経済学と経済学者は、閉鎖的で傲慢であり、他分野との交流をあまり行わないと批判されることが多い。本稿では、他の学問分野による経済学の引用と、経済学論文における他分野への引用に関する最近の分析を用いることにより、こうした批判はもはやあてはまらないということを示す。経済学以外の研究を引用する例が増加する一方、他の学問分野に経済学の研究が引用される例も増えている。経済学の実証研究の量と質の向上が、経済学以外の研究者にとって経済学の重要性を高めていることをデータは示唆している。

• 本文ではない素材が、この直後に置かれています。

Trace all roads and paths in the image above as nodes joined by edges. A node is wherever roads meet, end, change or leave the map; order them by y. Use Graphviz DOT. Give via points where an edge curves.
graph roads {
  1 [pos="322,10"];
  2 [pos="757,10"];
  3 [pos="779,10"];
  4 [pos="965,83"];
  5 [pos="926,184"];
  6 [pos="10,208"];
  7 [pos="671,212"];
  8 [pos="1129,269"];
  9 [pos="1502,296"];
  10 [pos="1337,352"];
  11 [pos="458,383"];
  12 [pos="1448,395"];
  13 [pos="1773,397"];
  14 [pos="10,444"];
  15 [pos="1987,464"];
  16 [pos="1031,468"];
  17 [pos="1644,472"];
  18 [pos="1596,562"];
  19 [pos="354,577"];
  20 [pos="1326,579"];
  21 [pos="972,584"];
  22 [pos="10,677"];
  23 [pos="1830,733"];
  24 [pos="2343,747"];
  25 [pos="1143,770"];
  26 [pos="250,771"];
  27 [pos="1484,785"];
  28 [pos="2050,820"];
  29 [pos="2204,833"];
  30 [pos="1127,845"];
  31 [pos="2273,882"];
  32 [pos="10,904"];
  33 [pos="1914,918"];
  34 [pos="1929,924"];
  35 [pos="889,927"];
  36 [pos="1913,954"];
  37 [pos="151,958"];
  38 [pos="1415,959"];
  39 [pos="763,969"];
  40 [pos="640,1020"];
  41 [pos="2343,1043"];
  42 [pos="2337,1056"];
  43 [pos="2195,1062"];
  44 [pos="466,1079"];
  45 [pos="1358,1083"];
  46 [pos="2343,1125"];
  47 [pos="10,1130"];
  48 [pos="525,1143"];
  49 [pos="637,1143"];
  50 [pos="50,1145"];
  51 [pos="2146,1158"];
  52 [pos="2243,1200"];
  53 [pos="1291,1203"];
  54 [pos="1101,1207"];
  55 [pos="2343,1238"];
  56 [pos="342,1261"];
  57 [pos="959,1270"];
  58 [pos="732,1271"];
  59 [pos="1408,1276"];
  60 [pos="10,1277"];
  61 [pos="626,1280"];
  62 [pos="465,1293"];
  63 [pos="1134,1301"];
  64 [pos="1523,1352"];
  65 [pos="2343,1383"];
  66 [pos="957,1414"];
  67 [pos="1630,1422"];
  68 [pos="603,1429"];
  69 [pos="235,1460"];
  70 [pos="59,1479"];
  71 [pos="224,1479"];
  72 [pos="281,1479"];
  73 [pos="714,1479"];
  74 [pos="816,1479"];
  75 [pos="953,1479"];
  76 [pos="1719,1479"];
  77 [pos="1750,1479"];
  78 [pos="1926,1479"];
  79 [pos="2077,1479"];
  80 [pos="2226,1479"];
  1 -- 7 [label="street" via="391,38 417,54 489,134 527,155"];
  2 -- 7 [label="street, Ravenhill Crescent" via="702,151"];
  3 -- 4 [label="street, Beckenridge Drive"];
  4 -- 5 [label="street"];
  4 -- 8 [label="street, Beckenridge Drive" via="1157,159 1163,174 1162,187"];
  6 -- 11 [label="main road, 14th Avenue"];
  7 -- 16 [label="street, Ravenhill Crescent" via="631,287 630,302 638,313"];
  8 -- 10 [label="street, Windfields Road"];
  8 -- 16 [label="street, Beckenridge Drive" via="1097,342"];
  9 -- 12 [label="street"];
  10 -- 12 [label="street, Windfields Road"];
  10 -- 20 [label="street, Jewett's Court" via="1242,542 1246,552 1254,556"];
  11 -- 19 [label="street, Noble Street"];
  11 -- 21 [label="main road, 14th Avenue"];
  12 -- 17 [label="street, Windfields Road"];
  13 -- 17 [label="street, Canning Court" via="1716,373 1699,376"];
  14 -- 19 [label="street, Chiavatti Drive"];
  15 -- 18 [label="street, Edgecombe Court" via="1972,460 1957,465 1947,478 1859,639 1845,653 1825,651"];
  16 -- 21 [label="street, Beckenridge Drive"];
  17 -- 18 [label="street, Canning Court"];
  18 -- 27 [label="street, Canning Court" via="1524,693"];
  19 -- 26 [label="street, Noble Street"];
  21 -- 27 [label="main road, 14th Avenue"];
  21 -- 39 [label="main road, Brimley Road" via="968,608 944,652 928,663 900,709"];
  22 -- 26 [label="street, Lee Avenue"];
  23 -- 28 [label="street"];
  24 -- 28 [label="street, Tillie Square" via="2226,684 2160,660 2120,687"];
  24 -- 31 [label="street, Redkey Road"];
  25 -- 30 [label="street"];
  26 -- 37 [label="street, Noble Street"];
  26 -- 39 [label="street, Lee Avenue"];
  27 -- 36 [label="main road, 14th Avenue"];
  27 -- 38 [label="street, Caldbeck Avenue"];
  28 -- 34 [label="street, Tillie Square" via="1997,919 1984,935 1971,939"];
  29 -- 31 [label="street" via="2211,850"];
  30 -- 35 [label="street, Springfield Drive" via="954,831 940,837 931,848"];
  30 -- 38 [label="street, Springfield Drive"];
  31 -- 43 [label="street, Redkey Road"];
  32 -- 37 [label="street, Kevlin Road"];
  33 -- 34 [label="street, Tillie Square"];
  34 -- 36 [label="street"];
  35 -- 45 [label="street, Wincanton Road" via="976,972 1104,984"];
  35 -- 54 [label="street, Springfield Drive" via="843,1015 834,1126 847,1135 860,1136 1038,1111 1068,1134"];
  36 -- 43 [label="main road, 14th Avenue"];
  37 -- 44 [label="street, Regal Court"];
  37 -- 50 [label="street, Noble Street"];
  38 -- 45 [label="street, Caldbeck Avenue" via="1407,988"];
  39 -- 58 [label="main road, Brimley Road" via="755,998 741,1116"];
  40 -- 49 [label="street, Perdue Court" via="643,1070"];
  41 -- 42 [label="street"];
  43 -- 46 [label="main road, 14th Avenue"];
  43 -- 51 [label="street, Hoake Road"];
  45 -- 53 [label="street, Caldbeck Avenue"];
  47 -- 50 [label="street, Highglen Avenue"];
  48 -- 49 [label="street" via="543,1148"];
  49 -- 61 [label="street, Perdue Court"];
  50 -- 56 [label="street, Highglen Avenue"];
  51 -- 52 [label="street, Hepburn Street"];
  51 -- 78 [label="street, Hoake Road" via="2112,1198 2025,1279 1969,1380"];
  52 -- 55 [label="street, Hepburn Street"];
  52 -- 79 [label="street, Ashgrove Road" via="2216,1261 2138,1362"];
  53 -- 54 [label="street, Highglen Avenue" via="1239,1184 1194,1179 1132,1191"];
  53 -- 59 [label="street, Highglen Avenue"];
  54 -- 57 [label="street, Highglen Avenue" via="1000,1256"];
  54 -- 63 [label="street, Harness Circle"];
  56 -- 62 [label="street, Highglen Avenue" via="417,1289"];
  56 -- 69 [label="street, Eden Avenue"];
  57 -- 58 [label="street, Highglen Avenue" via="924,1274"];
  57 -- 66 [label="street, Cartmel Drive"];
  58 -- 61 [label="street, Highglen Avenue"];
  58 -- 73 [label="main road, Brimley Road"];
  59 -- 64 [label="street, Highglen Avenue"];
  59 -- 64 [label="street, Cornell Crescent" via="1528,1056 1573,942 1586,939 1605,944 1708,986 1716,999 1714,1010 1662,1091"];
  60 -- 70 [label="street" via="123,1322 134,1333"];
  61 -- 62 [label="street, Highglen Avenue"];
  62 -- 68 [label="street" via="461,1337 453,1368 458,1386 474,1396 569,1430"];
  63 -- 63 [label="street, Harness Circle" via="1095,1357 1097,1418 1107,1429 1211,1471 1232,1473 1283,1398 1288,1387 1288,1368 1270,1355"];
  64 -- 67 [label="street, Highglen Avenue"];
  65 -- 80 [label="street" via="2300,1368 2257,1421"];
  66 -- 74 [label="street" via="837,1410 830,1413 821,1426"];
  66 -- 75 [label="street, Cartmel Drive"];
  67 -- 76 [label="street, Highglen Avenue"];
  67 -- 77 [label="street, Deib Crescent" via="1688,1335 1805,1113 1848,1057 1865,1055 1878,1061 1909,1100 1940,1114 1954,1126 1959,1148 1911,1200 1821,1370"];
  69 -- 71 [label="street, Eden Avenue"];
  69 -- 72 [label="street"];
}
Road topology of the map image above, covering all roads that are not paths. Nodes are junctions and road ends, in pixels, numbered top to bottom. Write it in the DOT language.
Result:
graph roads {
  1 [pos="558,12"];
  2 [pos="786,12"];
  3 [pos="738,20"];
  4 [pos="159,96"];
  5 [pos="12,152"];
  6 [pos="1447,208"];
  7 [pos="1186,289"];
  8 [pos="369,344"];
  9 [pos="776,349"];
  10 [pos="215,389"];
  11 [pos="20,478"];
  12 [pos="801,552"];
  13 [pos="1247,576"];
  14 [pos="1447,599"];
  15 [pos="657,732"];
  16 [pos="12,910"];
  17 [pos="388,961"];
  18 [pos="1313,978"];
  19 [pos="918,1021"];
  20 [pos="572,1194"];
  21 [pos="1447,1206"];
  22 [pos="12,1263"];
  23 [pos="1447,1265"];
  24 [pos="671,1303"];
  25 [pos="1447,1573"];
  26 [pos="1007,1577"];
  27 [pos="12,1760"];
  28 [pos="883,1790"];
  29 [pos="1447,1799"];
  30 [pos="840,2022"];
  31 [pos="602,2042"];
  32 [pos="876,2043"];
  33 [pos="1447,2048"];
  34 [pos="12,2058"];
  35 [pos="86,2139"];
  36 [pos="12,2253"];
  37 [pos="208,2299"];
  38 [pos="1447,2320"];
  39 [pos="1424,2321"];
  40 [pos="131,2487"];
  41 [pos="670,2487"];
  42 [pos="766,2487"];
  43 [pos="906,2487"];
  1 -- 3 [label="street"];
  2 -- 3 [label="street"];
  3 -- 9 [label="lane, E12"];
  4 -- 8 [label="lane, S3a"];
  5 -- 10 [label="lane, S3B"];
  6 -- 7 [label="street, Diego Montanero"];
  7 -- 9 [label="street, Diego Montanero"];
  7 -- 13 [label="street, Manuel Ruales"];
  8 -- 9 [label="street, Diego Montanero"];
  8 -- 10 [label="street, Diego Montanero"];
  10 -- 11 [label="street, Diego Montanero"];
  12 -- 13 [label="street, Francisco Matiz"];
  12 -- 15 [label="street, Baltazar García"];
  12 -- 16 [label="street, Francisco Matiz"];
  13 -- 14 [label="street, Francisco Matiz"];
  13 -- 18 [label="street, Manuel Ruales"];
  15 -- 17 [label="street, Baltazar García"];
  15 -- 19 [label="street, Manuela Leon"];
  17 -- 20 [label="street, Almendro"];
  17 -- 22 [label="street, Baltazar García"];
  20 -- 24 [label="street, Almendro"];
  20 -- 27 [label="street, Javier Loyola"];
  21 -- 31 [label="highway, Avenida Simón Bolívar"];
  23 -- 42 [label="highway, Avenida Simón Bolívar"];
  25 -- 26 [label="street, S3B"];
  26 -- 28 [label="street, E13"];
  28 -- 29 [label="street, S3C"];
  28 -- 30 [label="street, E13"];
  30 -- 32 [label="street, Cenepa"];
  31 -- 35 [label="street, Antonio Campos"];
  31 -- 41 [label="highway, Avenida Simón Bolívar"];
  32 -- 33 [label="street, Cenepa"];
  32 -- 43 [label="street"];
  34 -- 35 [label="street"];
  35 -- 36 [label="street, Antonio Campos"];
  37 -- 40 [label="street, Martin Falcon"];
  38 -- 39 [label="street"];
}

2017年にシカゴ大学のリチャード・セイラー教授がノーベル経済学賞を受賞し、ようやく行動経済学に相応の注目が集まるようになった。セイラー教授らは、経済学の標準的モデルである合理的意思決定と、心理学が研究対象としている一見不合理な意思決定との違いに、強い関心を寄せている。行動経済学者は、この2つの社会科学分野の間の領域で研究を行う。2つの学問が交差したのは最近のことである。Camerer(1999)は次のように指摘している。「経済学者は、心理学の研究結果とは全く非整合的なモデルを日常的に(そして誇らしげに)用いている」
経済学と他の社会科学分野との距離は、経済学者の閉鎖性と自信過剰を反映しているとの意見もある。Fourcade et al.(2015)は、「経済学を学問として特徴付けるのは、ギルドのような構造を反映した利己的な優越感である。」と論じた(3名の著者のうち2名が社会学者である)。セイラー教授のノーベル賞受賞は、経済学がノーベル賞の対象である唯一の社会科学分野であることを改めて思い出させてくれる。多くの経済学者は、自らの意見を為政者たちに聞いてもらえて当然だと考えている。そしてほとんどの経済学者は、金を稼ぐ機会にも恵まれている。そこで大不況後、「純粋な学問追求という経済学の使命は、堕落または衰退してしまった」という経済学への批判が、外部から高まることになった(Zingales(2013))など内部からの批判もある)。
離れ小島?
「他分野の引用」に関する最近の論文で我々は、経済学が科学分野においてどのような地位にあるのか測定した(Angrist et al. 2017a)。その結果、「経済学は閉鎖的な社会科学」という論張はもはや時代遅れであることがわかった。政治学や社会学と比較して経済学は他の社会科学への関心は低いが、図1が示すように、このような閉鎖性は1990年前後以降、改善されている。現在、経済学の論文では心理学の論文と比べて、他の社会科学分野の文献をより多く引用している(左パネル)。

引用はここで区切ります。